Pulau Ubin

 

 

 

 

 

 

 

 

 

 

 

 

 

 

 

 

Shaped like a boomerang, Pulau Ubin (Granite Island) is situated just off the north-eastern corner of mainland Singapore. The 1020-hectare island was once a cluster of five smaller ones separated by tidal rivers, but the building of bunds for prawn farming has since united these into a single island. Two other islets, Pulau Ketam (Crab Island) and Pulau Sekudu (Frog Island), lie to its south. Ubin is largely a series of undulating, granite hills. In the early days, granite mining supported a few thousand settlers. Much of the original vegetation was cleared for the cultivation of rubber and crops like coffee, pineapple, coconut and jasmine. Today, abandoned granite quarries remain as picturesque relics of Ubin’s history, while forests and grasslands have regenerated to cover up the ravages of the past.

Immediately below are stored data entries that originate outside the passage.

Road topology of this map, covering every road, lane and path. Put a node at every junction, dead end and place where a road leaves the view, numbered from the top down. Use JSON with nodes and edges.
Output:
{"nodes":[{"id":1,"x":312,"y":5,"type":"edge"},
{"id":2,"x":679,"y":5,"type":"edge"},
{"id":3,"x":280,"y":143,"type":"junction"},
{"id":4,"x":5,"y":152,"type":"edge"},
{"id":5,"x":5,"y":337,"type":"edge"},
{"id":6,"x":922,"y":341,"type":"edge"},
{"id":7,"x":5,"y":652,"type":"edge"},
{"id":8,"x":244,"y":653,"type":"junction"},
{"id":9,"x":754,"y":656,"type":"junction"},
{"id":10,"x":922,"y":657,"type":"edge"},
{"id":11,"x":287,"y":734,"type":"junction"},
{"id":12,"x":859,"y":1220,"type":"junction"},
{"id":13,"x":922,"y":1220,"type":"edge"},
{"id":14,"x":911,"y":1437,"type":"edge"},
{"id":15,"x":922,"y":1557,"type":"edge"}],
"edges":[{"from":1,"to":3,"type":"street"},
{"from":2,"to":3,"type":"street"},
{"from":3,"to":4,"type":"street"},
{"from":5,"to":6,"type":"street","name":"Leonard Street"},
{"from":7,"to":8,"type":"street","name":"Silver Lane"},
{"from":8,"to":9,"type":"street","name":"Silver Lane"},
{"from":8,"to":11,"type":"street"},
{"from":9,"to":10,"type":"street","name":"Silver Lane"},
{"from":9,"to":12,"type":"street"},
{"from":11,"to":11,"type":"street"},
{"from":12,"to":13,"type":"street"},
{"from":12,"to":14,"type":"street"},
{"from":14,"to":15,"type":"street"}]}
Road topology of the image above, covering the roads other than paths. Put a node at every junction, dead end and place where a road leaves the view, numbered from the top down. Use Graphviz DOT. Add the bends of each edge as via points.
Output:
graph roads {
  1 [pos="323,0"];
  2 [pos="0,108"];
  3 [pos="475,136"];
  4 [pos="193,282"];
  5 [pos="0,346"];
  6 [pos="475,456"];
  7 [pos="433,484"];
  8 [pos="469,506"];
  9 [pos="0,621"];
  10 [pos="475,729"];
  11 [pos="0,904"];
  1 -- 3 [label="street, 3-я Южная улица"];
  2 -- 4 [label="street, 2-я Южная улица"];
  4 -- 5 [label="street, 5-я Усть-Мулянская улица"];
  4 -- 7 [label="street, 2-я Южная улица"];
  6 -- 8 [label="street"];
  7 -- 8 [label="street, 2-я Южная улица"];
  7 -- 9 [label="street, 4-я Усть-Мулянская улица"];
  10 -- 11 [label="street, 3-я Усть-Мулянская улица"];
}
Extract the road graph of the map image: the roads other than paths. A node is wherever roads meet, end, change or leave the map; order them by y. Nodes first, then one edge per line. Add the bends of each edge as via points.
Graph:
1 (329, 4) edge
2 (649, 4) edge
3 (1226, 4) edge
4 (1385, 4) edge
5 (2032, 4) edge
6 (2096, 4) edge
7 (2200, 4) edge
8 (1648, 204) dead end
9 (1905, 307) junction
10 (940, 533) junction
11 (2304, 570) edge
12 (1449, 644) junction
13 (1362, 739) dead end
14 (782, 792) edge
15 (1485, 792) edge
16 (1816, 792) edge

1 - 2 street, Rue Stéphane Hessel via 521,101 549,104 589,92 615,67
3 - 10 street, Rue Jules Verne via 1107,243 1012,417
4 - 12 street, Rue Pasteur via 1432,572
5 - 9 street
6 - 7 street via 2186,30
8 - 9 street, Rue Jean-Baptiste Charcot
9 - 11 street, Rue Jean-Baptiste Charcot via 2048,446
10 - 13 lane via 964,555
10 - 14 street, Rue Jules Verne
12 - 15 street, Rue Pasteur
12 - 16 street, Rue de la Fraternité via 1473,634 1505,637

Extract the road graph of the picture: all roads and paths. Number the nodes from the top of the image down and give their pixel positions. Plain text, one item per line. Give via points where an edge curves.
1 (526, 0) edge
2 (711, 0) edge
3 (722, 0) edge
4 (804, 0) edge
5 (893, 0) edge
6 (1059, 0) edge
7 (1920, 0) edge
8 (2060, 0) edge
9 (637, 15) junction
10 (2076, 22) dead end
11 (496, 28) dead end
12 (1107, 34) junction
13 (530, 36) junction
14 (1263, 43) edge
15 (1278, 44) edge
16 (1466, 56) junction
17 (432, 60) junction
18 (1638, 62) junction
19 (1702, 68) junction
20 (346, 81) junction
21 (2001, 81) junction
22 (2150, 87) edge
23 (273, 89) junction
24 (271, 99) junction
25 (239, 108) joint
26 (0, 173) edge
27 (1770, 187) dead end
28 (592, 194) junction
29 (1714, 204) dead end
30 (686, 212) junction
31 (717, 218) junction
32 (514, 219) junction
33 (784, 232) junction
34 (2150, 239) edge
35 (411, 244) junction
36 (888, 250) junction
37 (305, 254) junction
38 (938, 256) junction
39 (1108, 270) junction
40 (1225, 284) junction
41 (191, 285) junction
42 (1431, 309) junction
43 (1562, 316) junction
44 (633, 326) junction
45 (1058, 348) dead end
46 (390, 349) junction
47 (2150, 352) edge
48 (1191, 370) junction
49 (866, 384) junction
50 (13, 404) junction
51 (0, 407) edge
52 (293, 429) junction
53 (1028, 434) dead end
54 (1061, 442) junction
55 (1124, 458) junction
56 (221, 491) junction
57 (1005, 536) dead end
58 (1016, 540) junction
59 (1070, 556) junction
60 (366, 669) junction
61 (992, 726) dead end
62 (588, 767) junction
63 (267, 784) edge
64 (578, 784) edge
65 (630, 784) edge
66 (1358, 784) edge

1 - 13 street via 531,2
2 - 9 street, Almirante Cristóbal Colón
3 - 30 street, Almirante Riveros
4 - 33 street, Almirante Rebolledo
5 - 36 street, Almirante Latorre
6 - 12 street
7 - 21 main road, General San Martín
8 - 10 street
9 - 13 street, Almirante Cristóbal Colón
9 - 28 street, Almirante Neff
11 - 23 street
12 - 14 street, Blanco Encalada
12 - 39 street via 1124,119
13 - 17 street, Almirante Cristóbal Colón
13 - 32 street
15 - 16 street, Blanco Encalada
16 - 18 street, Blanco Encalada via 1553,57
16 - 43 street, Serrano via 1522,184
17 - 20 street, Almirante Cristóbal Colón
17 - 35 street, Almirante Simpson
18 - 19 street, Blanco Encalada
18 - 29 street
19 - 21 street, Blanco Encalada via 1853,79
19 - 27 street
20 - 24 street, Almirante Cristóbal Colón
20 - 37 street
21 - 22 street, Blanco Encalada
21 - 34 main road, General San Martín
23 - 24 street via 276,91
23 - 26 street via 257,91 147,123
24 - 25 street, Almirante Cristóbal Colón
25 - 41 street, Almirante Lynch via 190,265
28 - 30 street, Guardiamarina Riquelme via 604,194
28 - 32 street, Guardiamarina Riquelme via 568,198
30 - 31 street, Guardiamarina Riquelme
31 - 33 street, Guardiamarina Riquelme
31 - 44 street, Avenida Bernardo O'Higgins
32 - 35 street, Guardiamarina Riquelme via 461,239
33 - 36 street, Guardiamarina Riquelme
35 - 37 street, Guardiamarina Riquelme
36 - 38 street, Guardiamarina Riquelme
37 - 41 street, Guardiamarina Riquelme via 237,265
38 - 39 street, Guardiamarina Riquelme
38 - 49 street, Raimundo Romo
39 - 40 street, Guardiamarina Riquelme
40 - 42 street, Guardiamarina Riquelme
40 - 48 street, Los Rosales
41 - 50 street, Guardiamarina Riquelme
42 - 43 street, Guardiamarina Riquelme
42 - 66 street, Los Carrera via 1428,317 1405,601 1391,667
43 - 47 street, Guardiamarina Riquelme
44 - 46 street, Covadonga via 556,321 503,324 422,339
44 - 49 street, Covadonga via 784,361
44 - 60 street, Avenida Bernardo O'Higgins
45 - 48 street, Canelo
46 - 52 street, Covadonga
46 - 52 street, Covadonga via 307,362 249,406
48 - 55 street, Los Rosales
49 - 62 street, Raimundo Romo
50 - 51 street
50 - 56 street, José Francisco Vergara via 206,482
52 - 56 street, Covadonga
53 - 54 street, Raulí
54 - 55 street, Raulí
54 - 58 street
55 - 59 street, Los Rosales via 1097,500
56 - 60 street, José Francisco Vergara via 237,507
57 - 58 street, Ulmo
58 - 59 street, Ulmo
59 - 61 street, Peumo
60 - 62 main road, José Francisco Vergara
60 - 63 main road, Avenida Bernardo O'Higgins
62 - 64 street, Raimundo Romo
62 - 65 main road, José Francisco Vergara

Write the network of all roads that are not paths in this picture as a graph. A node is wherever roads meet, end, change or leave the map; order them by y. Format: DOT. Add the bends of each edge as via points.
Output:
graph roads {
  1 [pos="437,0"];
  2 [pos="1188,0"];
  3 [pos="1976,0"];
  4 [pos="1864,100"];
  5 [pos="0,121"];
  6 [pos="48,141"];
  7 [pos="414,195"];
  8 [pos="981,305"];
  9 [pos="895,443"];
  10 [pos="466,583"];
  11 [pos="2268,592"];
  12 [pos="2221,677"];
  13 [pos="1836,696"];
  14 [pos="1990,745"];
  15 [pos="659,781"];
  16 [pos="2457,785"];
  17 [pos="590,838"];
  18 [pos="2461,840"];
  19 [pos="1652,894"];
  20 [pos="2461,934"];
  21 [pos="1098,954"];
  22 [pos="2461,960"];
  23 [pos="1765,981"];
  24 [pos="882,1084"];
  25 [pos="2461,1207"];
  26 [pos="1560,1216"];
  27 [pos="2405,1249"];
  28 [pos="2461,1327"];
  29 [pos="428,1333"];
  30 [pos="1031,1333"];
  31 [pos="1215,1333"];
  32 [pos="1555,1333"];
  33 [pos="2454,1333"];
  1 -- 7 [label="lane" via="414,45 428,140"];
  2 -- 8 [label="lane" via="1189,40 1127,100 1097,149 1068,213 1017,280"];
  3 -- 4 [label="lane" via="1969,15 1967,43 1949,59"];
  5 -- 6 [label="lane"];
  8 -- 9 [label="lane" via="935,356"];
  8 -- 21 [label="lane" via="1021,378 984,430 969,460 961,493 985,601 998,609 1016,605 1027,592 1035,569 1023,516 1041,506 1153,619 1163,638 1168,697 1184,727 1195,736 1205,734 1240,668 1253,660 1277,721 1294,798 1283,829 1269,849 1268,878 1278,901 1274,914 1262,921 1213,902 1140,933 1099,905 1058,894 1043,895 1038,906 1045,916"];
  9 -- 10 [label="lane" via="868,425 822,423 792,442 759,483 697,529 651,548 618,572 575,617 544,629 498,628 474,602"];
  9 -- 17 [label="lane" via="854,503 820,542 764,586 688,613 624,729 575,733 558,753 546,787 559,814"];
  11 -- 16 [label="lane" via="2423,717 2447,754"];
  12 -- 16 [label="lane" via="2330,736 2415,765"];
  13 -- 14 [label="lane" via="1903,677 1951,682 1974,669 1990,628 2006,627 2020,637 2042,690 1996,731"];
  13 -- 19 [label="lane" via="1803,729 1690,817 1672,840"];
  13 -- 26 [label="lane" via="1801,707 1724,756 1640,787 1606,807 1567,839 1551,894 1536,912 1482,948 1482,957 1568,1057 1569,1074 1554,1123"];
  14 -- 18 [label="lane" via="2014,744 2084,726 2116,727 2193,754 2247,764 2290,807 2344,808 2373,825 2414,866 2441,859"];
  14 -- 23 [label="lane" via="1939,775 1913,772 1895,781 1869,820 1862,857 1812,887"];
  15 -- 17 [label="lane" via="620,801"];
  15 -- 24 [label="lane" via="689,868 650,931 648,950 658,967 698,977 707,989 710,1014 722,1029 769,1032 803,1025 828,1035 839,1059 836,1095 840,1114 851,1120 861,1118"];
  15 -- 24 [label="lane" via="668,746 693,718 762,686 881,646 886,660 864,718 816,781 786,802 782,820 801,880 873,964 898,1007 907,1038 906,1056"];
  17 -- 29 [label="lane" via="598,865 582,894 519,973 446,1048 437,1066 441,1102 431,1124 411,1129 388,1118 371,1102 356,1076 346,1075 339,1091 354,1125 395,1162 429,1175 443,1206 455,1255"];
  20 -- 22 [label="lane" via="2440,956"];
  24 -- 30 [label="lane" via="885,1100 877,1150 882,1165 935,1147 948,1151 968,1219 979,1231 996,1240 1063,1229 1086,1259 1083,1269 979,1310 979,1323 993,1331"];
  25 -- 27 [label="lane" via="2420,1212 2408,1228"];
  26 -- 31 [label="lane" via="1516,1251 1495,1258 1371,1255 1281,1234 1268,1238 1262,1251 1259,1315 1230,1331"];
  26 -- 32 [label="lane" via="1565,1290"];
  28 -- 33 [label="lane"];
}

A trip to Pulau Ubin is a throwback to Singapore in the 1960′s. The island is home to Singapore’s last villages or kampongs, and there are still about a hundred villagers living here. In contrast to the modern and efficient public utilities on mainland Singapore, Ubin residents rely on wells for water and noisy diesel generators for electricity. Some villagers depend on traditional farming and fishing for subsistence, while others tend to their provision stores and eateries. At the main village, near the jetty, some houses have been converted to bicycle rental shops to support a quiet tourist trade.